九月二十一日,舊曆八月廿一,風明顯大了,以往風往往在窗梢前停下,總要伸首向外,才感到風在起舞,我常嘮叨為何風不走進內。八月廿二是秋分。
這晚,風把涼意送進屋來,清楚宣告紛紛亂亂的夏天過去了,我好應該放下哀慟--我知道老媽子定會說--若她能對我說話--「有什麼好喊?」
死,她不怕,老了就會死,只是我忌諱,我不捨得。在醫院,我問她怕不怕,那個字自覺挺難開口。臥在床上的媽聲線雖較累,一如平常:「有什麼好驚?」她以前罵我:「鬧你咪鬧你,駛擇日子呀!」聲音響亮。
以前和媽不親密,在我家是嚴母慈父,罵我的是她,疼我的是老竇。以前羨慕其他家庭母親和女兒逛街,這在我家是罕有的。我十歲吧,她搖動會作聲的公仔叫我起床,極罕有地流露了其他母親常見的慈愛;但幾次後,她放棄了,因我太賴床。

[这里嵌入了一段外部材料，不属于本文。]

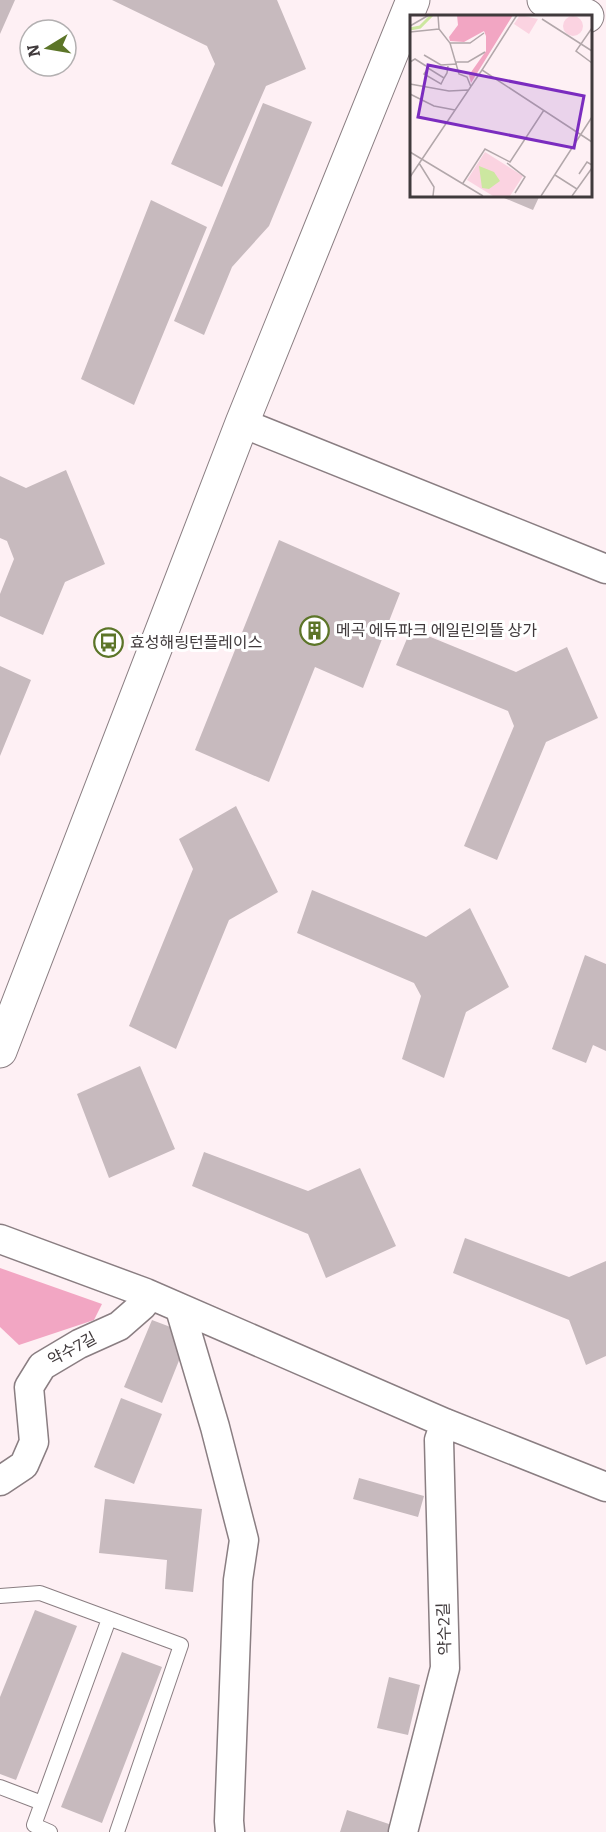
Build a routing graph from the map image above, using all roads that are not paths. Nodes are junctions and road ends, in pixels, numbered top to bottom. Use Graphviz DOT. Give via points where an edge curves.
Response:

在我更小的時候,有天下極大雨,她放工後來背我放學。我返小學下午校,幾乎從無記憶有人來接放學。那晚天色黑沉沉,我伏在媽媽背上,難以相信媽這樣寵我,連綿滴答,至今清晰可聞。
媽常帶我飲茶,大抵因我最小,最有空陪她,小學周六上午去徒置區的地踎茶樓,中學去新蒲崗酒樓下午茶,兩個地方,一個清拆已久,另一個已變成老人院。去新蒲崗那次,我餓過饑,吃下東西不久就胃痛。
朱自清有他爸爸的背影,我有我媽媽的背影。高中,我和姐姐住沙田居屋,除了每周回家吃飯取食物,媽有時會帶著餸菜、湯、生果,和我放學後去學校附近的酒樓飲茶,然後我乘巴士回家。學校離老家不近,媽挽著一袋二袋,我跟著她,看她慢慢步上樓梯和小斜路。有時她來沙田探望,也是帶著一袋二袋,離去時縱已放下重甸甸的食物,送她巴士站,望著她蹬上小斜路,生了六個孩子的臀部,緩緩扭動,媽媽有點年紀了。若見她辛苦而叫她不來,她定斷然拒絕,說沒什麼。
十多廿年前和媽媽去日本旅行,看見她後腦給座椅壓扁了的頭髮,那是第一次我覺得媽媽老了,是時候我照顧她和老竇。
為什麼今天我才記起這些片段?不是一個月前?
小時候她常說:「生你最辛苦!」她肚上長長的疤痕是我造成。她想過不要我,因為追至第四胎是仔後,之後是女,再來的嬰孩「無咗」(我猜是夭折),到我。我不知道不要我的意思是什麼,是墮胎還是棄掉?只知我幼孩時看醫生,媽媽也會說,醫生說我好得意,勸她不好不要。小時候,所有人都說我好得意,個個人都要捏我臉珠,幼稚園的陳老師很疼我,把我放在她膝上坐。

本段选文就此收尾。